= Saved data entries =
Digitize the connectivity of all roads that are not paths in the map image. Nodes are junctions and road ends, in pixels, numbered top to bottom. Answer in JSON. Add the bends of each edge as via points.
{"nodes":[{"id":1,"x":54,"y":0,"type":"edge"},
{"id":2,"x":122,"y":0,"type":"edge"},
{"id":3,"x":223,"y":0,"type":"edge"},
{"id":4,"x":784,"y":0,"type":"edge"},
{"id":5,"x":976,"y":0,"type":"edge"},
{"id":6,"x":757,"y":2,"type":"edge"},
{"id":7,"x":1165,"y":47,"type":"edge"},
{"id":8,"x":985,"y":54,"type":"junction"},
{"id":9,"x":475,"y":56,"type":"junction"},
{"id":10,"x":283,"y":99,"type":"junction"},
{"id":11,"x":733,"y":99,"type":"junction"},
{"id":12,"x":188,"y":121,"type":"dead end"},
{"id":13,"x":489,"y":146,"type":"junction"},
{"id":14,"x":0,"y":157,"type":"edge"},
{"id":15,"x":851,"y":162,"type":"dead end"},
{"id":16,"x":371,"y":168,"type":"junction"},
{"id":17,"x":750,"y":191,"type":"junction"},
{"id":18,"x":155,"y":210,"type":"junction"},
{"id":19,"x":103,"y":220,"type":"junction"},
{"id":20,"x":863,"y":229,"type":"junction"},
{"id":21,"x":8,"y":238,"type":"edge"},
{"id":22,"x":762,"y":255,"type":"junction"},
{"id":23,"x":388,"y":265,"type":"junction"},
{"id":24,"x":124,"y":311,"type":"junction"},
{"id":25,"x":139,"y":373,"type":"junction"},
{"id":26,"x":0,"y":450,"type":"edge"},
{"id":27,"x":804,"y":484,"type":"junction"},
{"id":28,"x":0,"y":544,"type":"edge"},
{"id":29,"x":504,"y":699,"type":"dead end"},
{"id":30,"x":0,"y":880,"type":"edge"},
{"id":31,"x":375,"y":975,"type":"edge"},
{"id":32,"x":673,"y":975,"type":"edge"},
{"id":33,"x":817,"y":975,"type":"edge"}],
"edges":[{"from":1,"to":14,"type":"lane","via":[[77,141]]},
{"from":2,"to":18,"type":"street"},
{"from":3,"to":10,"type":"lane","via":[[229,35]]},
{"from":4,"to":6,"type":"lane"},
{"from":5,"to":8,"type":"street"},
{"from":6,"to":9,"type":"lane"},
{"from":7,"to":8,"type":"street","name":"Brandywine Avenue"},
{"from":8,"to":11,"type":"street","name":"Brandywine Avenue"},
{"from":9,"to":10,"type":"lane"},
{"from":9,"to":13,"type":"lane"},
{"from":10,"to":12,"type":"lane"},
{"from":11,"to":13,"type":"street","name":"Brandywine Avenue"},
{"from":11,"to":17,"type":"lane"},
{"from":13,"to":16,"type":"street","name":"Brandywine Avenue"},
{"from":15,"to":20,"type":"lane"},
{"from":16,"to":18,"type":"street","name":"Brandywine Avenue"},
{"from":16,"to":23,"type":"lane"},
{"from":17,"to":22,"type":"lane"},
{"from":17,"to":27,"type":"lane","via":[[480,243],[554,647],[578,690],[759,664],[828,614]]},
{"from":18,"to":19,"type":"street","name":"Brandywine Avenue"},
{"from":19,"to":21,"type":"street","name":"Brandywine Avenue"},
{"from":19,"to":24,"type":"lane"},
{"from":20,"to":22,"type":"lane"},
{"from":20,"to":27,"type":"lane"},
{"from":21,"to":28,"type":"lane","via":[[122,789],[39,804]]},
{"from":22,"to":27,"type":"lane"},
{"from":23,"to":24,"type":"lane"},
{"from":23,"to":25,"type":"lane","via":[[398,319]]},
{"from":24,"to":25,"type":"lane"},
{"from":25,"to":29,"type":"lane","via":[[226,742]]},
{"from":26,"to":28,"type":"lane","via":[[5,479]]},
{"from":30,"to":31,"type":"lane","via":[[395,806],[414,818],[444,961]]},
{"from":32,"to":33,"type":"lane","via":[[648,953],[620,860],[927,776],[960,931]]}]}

= WHAT YOU NEED TO DO =
Return every record above. Copy each one exactly.

= YOUR RESPONSE =
Digitize the connectivity of all roads that are not paths in the map image. Nodes are junctions and road ends, in pixels, numbered top to bottom. Answer in JSON. Add the bends of each edge as via points.
{"nodes":[{"id":1,"x":54,"y":0,"type":"edge"},
{"id":2,"x":122,"y":0,"type":"edge"},
{"id":3,"x":223,"y":0,"type":"edge"},
{"id":4,"x":784,"y":0,"type":"edge"},
{"id":5,"x":976,"y":0,"type":"edge"},
{"id":6,"x":757,"y":2,"type":"edge"},
{"id":7,"x":1165,"y":47,"type":"edge"},
{"id":8,"x":985,"y":54,"type":"junction"},
{"id":9,"x":475,"y":56,"type":"junction"},
{"id":10,"x":283,"y":99,"type":"junction"},
{"id":11,"x":733,"y":99,"type":"junction"},
{"id":12,"x":188,"y":121,"type":"dead end"},
{"id":13,"x":489,"y":146,"type":"junction"},
{"id":14,"x":0,"y":157,"type":"edge"},
{"id":15,"x":851,"y":162,"type":"dead end"},
{"id":16,"x":371,"y":168,"type":"junction"},
{"id":17,"x":750,"y":191,"type":"junction"},
{"id":18,"x":155,"y":210,"type":"junction"},
{"id":19,"x":103,"y":220,"type":"junction"},
{"id":20,"x":863,"y":229,"type":"junction"},
{"id":21,"x":8,"y":238,"type":"edge"},
{"id":22,"x":762,"y":255,"type":"junction"},
{"id":23,"x":388,"y":265,"type":"junction"},
{"id":24,"x":124,"y":311,"type":"junction"},
{"id":25,"x":139,"y":373,"type":"junction"},
{"id":26,"x":0,"y":450,"type":"edge"},
{"id":27,"x":804,"y":484,"type":"junction"},
{"id":28,"x":0,"y":544,"type":"edge"},
{"id":29,"x":504,"y":699,"type":"dead end"},
{"id":30,"x":0,"y":880,"type":"edge"},
{"id":31,"x":375,"y":975,"type":"edge"},
{"id":32,"x":673,"y":975,"type":"edge"},
{"id":33,"x":817,"y":975,"type":"edge"}],
"edges":[{"from":1,"to":14,"type":"lane","via":[[77,141]]},
{"from":2,"to":18,"type":"street"},
{"from":3,"to":10,"type":"lane","via":[[229,35]]},
{"from":4,"to":6,"type":"lane"},
{"from":5,"to":8,"type":"street"},
{"from":6,"to":9,"type":"lane"},
{"from":7,"to":8,"type":"street","name":"Brandywine Avenue"},
{"from":8,"to":11,"type":"street","name":"Brandywine Avenue"},
{"from":9,"to":10,"type":"lane"},
{"from":9,"to":13,"type":"lane"},
{"from":10,"to":12,"type":"lane"},
{"from":11,"to":13,"type":"street","name":"Brandywine Avenue"},
{"from":11,"to":17,"type":"lane"},
{"from":13,"to":16,"type":"street","name":"Brandywine Avenue"},
{"from":15,"to":20,"type":"lane"},
{"from":16,"to":18,"type":"street","name":"Brandywine Avenue"},
{"from":16,"to":23,"type":"lane"},
{"from":17,"to":22,"type":"lane"},
{"from":17,"to":27,"type":"lane","via":[[480,243],[554,647],[578,690],[759,664],[828,614]]},
{"from":18,"to":19,"type":"street","name":"Brandywine Avenue"},
{"from":19,"to":21,"type":"street","name":"Brandywine Avenue"},
{"from":19,"to":24,"type":"lane"},
{"from":20,"to":22,"type":"lane"},
{"from":20,"to":27,"type":"lane"},
{"from":21,"to":28,"type":"lane","via":[[122,789],[39,804]]},
{"from":22,"to":27,"type":"lane"},
{"from":23,"to":24,"type":"lane"},
{"from":23,"to":25,"type":"lane","via":[[398,319]]},
{"from":24,"to":25,"type":"lane"},
{"from":25,"to":29,"type":"lane","via":[[226,742]]},
{"from":26,"to":28,"type":"lane","via":[[5,479]]},
{"from":30,"to":31,"type":"lane","via":[[395,806],[414,818],[444,961]]},
{"from":32,"to":33,"type":"lane","via":[[648,953],[620,860],[927,776],[960,931]]}]}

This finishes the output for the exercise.